** RECORDS follows **
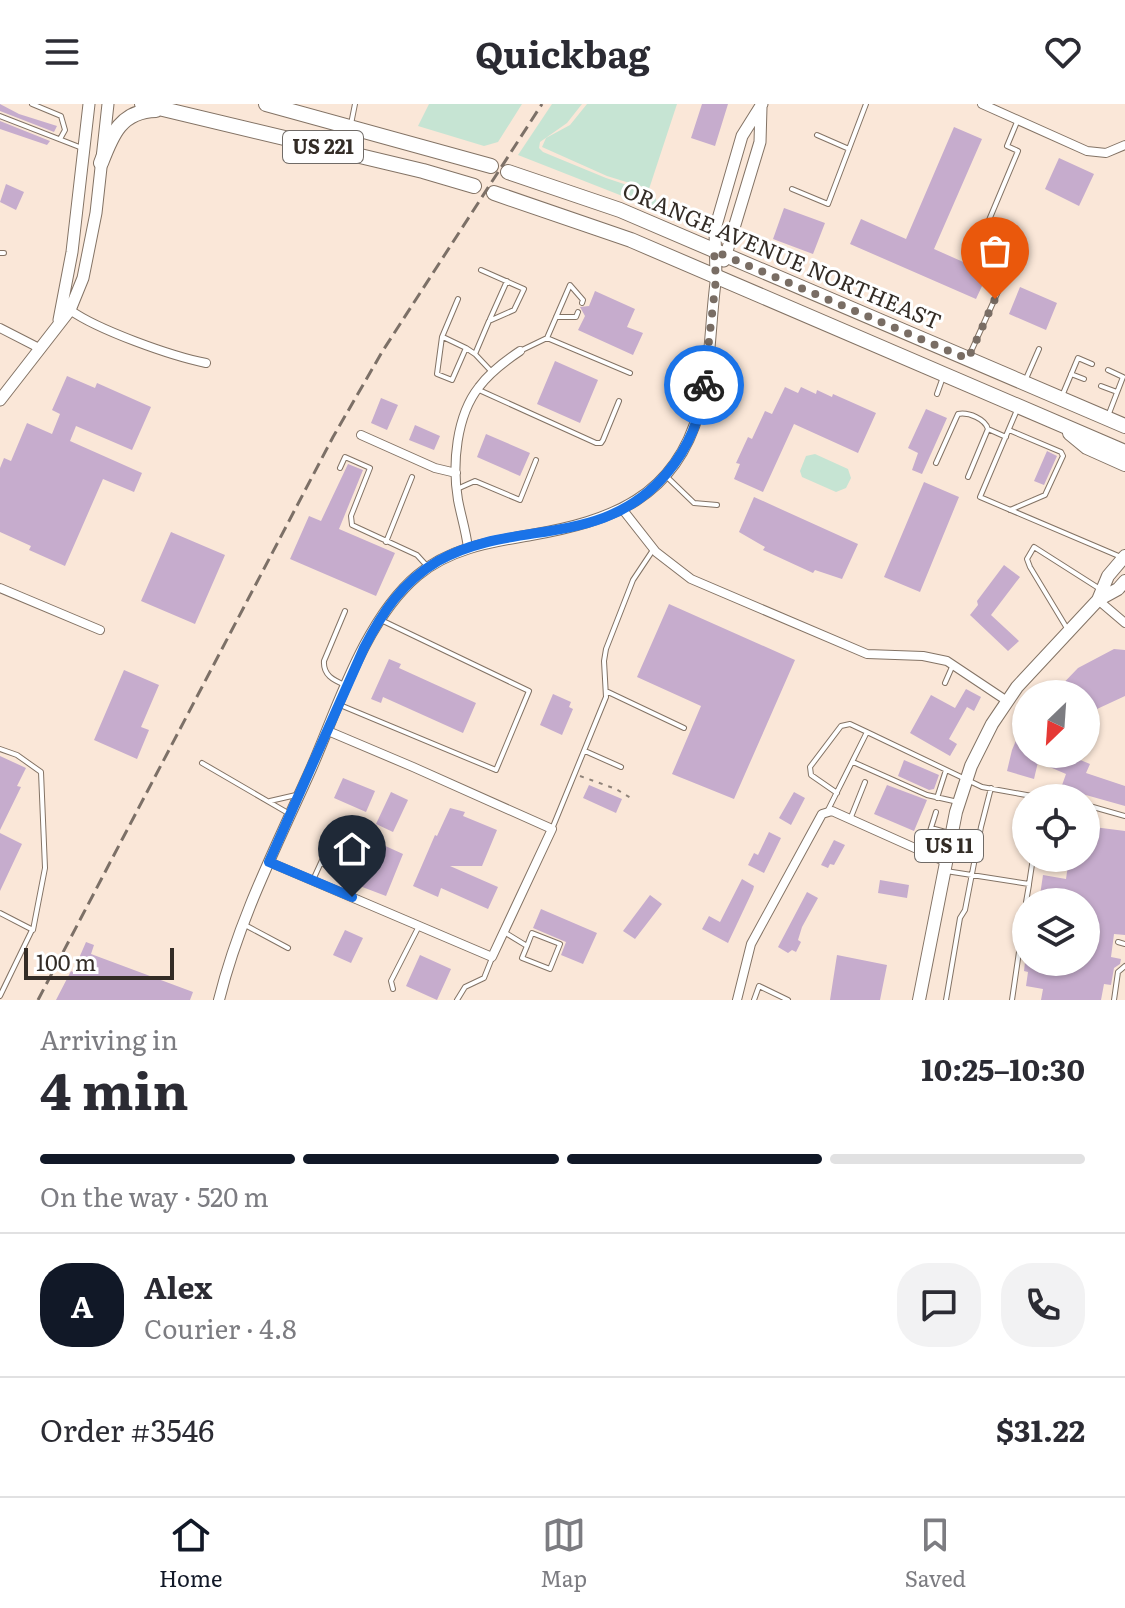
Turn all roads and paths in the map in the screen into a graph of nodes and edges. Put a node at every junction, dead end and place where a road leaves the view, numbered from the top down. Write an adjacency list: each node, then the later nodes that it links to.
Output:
1 (32, 104): 15 (lane)
2 (89, 104): 17 (main road)
3 (108, 104): 19 (main road)
4 (142, 104): 10 (highway, US 221)
5 (266, 104): 13 (highway, US 221)
6 (355, 104): 13 (lane)
7 (866, 104): 18 (lane)
8 (982, 104): 12 (street)
9 (761, 105): 25 (main road); 25 (main road)
10 (170, 110): 19 (highway); 22 (highway, US 221)
11 (0, 116): 15 (lane)
12 (1018, 119): 16 (street); 44 (lane)
13 (350, 126): 20 (highway, US 221)
14 (817, 135): 18 (lane)
15 (60, 139): 17 (lane)
16 (1125, 145)
17 (84, 149): 35 (main road)
18 (849, 149): 23 (lane)
19 (101, 163): 31 (main road)
20 (491, 166)
21 (508, 172): 25 (highway, ORANGE AVENUE NORTHEAST)
22 (474, 186)
23 (792, 189)
24 (494, 193): 27 (highway, ORANGE AVENUE NORTHEAST)
25 (720, 254): 27 (main road); 44 (highway, ORANGE AVENUE NORTHEAST)
26 (481, 270): 28 (lane)
27 (716, 279): 51 (highway, ORANGE AVENUE NORTHEAST); 75 (street)
28 (507, 281): 34 (lane); 34 (lane)
29 (458, 299): 37 (lane)
30 (582, 303): 33 (lane)
31 (70, 310): 35 (main road); 45 (street)
32 (578, 312): 33 (lane)
33 (556, 317): 38 (lane)
34 (489, 321): 43 (lane)
35 (58, 324): 40 (main road)
36 (0, 328): 40 (street)
37 (442, 337): 39 (lane); 39 (lane)
38 (547, 338): 42 (lane); 49 (lane)
39 (466, 348): 43 (lane)
40 (41, 349): 59 (main road)
41 (1039, 349): 53 (lane)
42 (520, 351): 48 (street)
43 (475, 354): 48 (lane)
44 (968, 359): 53 (highway, ORANGE AVENUE NORTHEAST)
45 (206, 363)
46 (1092, 364): 50 (lane)
47 (1108, 370): 56 (lane)
48 (492, 373): 55 (street)
49 (630, 373)
50 (1071, 374): 52 (lane); 58 (lane)
51 (944, 375): 57 (lane); 61 (highway, ORANGE AVENUE NORTHEAST)
52 (1084, 379)
53 (1025, 383): 58 (highway, ORANGE AVENUE NORTHEAST)
54 (1101, 386): 56 (lane)
55 (477, 389): 60 (lane); 74 (street)
56 (1117, 392): 62 (lane)
57 (937, 394)
58 (1061, 398): 62 (highway, ORANGE AVENUE NORTHEAST)
59 (0, 400)
60 (619, 401)
61 (1019, 406): 63 (highway, ORANGE AVENUE NORTHEAST); 66 (lane)
62 (1107, 418): 64 (highway, ORANGE AVENUE NORTHEAST)
63 (1057, 423): 69 (highway, ORANGE AVENUE NORTHEAST); 72 (highway)
64 (1125, 426)
65 (988, 429): 68 (lane); 71 (lane); 77 (lane)
66 (1009, 430): 68 (lane); 81 (lane)
67 (361, 435): 74 (street)
68 (1006, 437): 81 (lane)
69 (1125, 452)
70 (536, 460): 78 (lane)
71 (936, 463)
72 (1125, 464)
73 (340, 468): 82 (lane)
74 (456, 473): 78 (street)
75 (665, 475): 79 (lane); 80 (street)
76 (412, 477): 82 (lane)
77 (968, 477)
78 (457, 489): 83 (street)
79 (717, 505)
80 (623, 510): 83 (street); 84 (street)
81 (1010, 510): 85 (lane)
82 (386, 542): 86 (lane)
83 (468, 548): 86 (street)
84 (653, 550): 95 (street); 98 (lane)
85 (1124, 557): 89 (main road, US 11)
86 (428, 568): 91 (street)
87 (1125, 581): 89 (main road, US 11)
88 (0, 588): 93 (street)
89 (1100, 595): 92 (street); 94 (main road, US 11); 94 (lane)
90 (345, 611): 97 (lane)
91 (379, 619): 97 (street); 100 (lane)
92 (1125, 623)
93 (100, 630)
94 (1069, 631): 99 (main road, US 11)
95 (953, 665): 96 (lane); 99 (street)
96 (945, 683)
97 (347, 686): 100 (street)
98 (606, 691): 101 (lane); 105 (lane)
99 (1007, 701): 111 (main road, US 11)
100 (339, 704): 102 (street)
101 (684, 728)
102 (328, 731): 114 (street); 128 (street)
103 (867, 732): 106 (lane); 109 (lane); 116 (lane)
104 (0, 749): 142 (lane)
105 (585, 751): 108 (lane); 110 (lane)
106 (853, 762): 116 (lane); 117 (lane)
107 (202, 763): 119 (lane)
108 (621, 767)
109 (946, 770): 111 (lane); 117 (lane)
110 (575, 775): 118 (path); 128 (lane)
111 (966, 780): 113 (lane); 120 (main road, US 11)
112 (865, 782): 126 (lane)
113 (991, 788): 115 (lane); 135 (lane)
114 (301, 790): 119 (lane); 124 (street)
115 (1012, 792)
116 (837, 793): 122 (lane)
117 (937, 798): 120 (lane)
118 (634, 800)
119 (267, 801): 124 (lane)
120 (959, 802): 129 (main road, US 11)
121 (1100, 809): 125 (lane)
122 (827, 811): 126 (street); 153 (street)
123 (936, 812): 127 (lane)
124 (291, 815): 131 (street)
125 (1125, 816)
126 (850, 819): 130 (street)
127 (931, 828): 129 (lane); 130 (lane)
128 (552, 829): 143 (street)
129 (951, 834): 133 (main road, US 11)
130 (923, 852): 133 (street)
131 (269, 862): 136 (street); 140 (street)
132 (321, 863): 132 (lane); 136 (lane)
133 (945, 866): 135 (lane); 158 (main road, US 11)
134 (1031, 872): 137 (lane)
135 (972, 875): 137 (lane); 159 (lane)
136 (313, 880): 141 (street)
137 (1029, 884): 138 (lane)
138 (1028, 888)
139 (0, 913): 142 (lane)
140 (243, 923): 147 (lane); 155 (street)
141 (419, 926): 148 (street); 151 (lane)
142 (33, 930): 152 (lane)
143 (504, 932): 146 (lane); 148 (street)
144 (1118, 942): 145 (lane)
145 (1125, 944)
146 (527, 946): 146 (lane)
147 (288, 948)
148 (492, 957): 156 (lane)
149 (1125, 966): 161 (lane)
150 (1015, 976): 160 (lane)
151 (393, 989)
152 (0, 996)
153 (738, 996): 154 (lane)
154 (753, 999): 157 (lane)
155 (219, 1000)
156 (457, 1000)
157 (788, 1000)
158 (919, 1000)
159 (946, 1000)
160 (1012, 1000)
161 (1114, 1000)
** End of RECORDS **
--- ACTIVITY ---
Restate the entries above word for word, and keep the pictures out.

--- OUTPUT FOR THIS TASK ---
Turn all roads and paths in the map in the screen into a graph of nodes and edges. Put a node at every junction, dead end and place where a road leaves the view, numbered from the top down. Write an adjacency list: each node, then the later nodes that it links to.
Output:
1 (32, 104): 15 (lane)
2 (89, 104): 17 (main road)
3 (108, 104): 19 (main road)
4 (142, 104): 10 (highway, US 221)
5 (266, 104): 13 (highway, US 221)
6 (355, 104): 13 (lane)
7 (866, 104): 18 (lane)
8 (982, 104): 12 (street)
9 (761, 105): 25 (main road); 25 (main road)
10 (170, 110): 19 (highway); 22 (highway, US 221)
11 (0, 116): 15 (lane)
12 (1018, 119): 16 (street); 44 (lane)
13 (350, 126): 20 (highway, US 221)
14 (817, 135): 18 (lane)
15 (60, 139): 17 (lane)
16 (1125, 145)
17 (84, 149): 35 (main road)
18 (849, 149): 23 (lane)
19 (101, 163): 31 (main road)
20 (491, 166)
21 (508, 172): 25 (highway, ORANGE AVENUE NORTHEAST)
22 (474, 186)
23 (792, 189)
24 (494, 193): 27 (highway, ORANGE AVENUE NORTHEAST)
25 (720, 254): 27 (main road); 44 (highway, ORANGE AVENUE NORTHEAST)
26 (481, 270): 28 (lane)
27 (716, 279): 51 (highway, ORANGE AVENUE NORTHEAST); 75 (street)
28 (507, 281): 34 (lane); 34 (lane)
29 (458, 299): 37 (lane)
30 (582, 303): 33 (lane)
31 (70, 310): 35 (main road); 45 (street)
32 (578, 312): 33 (lane)
33 (556, 317): 38 (lane)
34 (489, 321): 43 (lane)
35 (58, 324): 40 (main road)
36 (0, 328): 40 (street)
37 (442, 337): 39 (lane); 39 (lane)
38 (547, 338): 42 (lane); 49 (lane)
39 (466, 348): 43 (lane)
40 (41, 349): 59 (main road)
41 (1039, 349): 53 (lane)
42 (520, 351): 48 (street)
43 (475, 354): 48 (lane)
44 (968, 359): 53 (highway, ORANGE AVENUE NORTHEAST)
45 (206, 363)
46 (1092, 364): 50 (lane)
47 (1108, 370): 56 (lane)
48 (492, 373): 55 (street)
49 (630, 373)
50 (1071, 374): 52 (lane); 58 (lane)
51 (944, 375): 57 (lane); 61 (highway, ORANGE AVENUE NORTHEAST)
52 (1084, 379)
53 (1025, 383): 58 (highway, ORANGE AVENUE NORTHEAST)
54 (1101, 386): 56 (lane)
55 (477, 389): 60 (lane); 74 (street)
56 (1117, 392): 62 (lane)
57 (937, 394)
58 (1061, 398): 62 (highway, ORANGE AVENUE NORTHEAST)
59 (0, 400)
60 (619, 401)
61 (1019, 406): 63 (highway, ORANGE AVENUE NORTHEAST); 66 (lane)
62 (1107, 418): 64 (highway, ORANGE AVENUE NORTHEAST)
63 (1057, 423): 69 (highway, ORANGE AVENUE NORTHEAST); 72 (highway)
64 (1125, 426)
65 (988, 429): 68 (lane); 71 (lane); 77 (lane)
66 (1009, 430): 68 (lane); 81 (lane)
67 (361, 435): 74 (street)
68 (1006, 437): 81 (lane)
69 (1125, 452)
70 (536, 460): 78 (lane)
71 (936, 463)
72 (1125, 464)
73 (340, 468): 82 (lane)
74 (456, 473): 78 (street)
75 (665, 475): 79 (lane); 80 (street)
76 (412, 477): 82 (lane)
77 (968, 477)
78 (457, 489): 83 (street)
79 (717, 505)
80 (623, 510): 83 (street); 84 (street)
81 (1010, 510): 85 (lane)
82 (386, 542): 86 (lane)
83 (468, 548): 86 (street)
84 (653, 550): 95 (street); 98 (lane)
85 (1124, 557): 89 (main road, US 11)
86 (428, 568): 91 (street)
87 (1125, 581): 89 (main road, US 11)
88 (0, 588): 93 (street)
89 (1100, 595): 92 (street); 94 (main road, US 11); 94 (lane)
90 (345, 611): 97 (lane)
91 (379, 619): 97 (street); 100 (lane)
92 (1125, 623)
93 (100, 630)
94 (1069, 631): 99 (main road, US 11)
95 (953, 665): 96 (lane); 99 (street)
96 (945, 683)
97 (347, 686): 100 (street)
98 (606, 691): 101 (lane); 105 (lane)
99 (1007, 701): 111 (main road, US 11)
100 (339, 704): 102 (street)
101 (684, 728)
102 (328, 731): 114 (street); 128 (street)
103 (867, 732): 106 (lane); 109 (lane); 116 (lane)
104 (0, 749): 142 (lane)
105 (585, 751): 108 (lane); 110 (lane)
106 (853, 762): 116 (lane); 117 (lane)
107 (202, 763): 119 (lane)
108 (621, 767)
109 (946, 770): 111 (lane); 117 (lane)
110 (575, 775): 118 (path); 128 (lane)
111 (966, 780): 113 (lane); 120 (main road, US 11)
112 (865, 782): 126 (lane)
113 (991, 788): 115 (lane); 135 (lane)
114 (301, 790): 119 (lane); 124 (street)
115 (1012, 792)
116 (837, 793): 122 (lane)
117 (937, 798): 120 (lane)
118 (634, 800)
119 (267, 801): 124 (lane)
120 (959, 802): 129 (main road, US 11)
121 (1100, 809): 125 (lane)
122 (827, 811): 126 (street); 153 (street)
123 (936, 812): 127 (lane)
124 (291, 815): 131 (street)
125 (1125, 816)
126 (850, 819): 130 (street)
127 (931, 828): 129 (lane); 130 (lane)
128 (552, 829): 143 (street)
129 (951, 834): 133 (main road, US 11)
130 (923, 852): 133 (street)
131 (269, 862): 136 (street); 140 (street)
132 (321, 863): 132 (lane); 136 (lane)
133 (945, 866): 135 (lane); 158 (main road, US 11)
134 (1031, 872): 137 (lane)
135 (972, 875): 137 (lane); 159 (lane)
136 (313, 880): 141 (street)
137 (1029, 884): 138 (lane)
138 (1028, 888)
139 (0, 913): 142 (lane)
140 (243, 923): 147 (lane); 155 (street)
141 (419, 926): 148 (street); 151 (lane)
142 (33, 930): 152 (lane)
143 (504, 932): 146 (lane); 148 (street)
144 (1118, 942): 145 (lane)
145 (1125, 944)
146 (527, 946): 146 (lane)
147 (288, 948)
148 (492, 957): 156 (lane)
149 (1125, 966): 161 (lane)
150 (1015, 976): 160 (lane)
151 (393, 989)
152 (0, 996)
153 (738, 996): 154 (lane)
154 (753, 999): 157 (lane)
155 (219, 1000)
156 (457, 1000)
157 (788, 1000)
158 (919, 1000)
159 (946, 1000)
160 (1012, 1000)
161 (1114, 1000)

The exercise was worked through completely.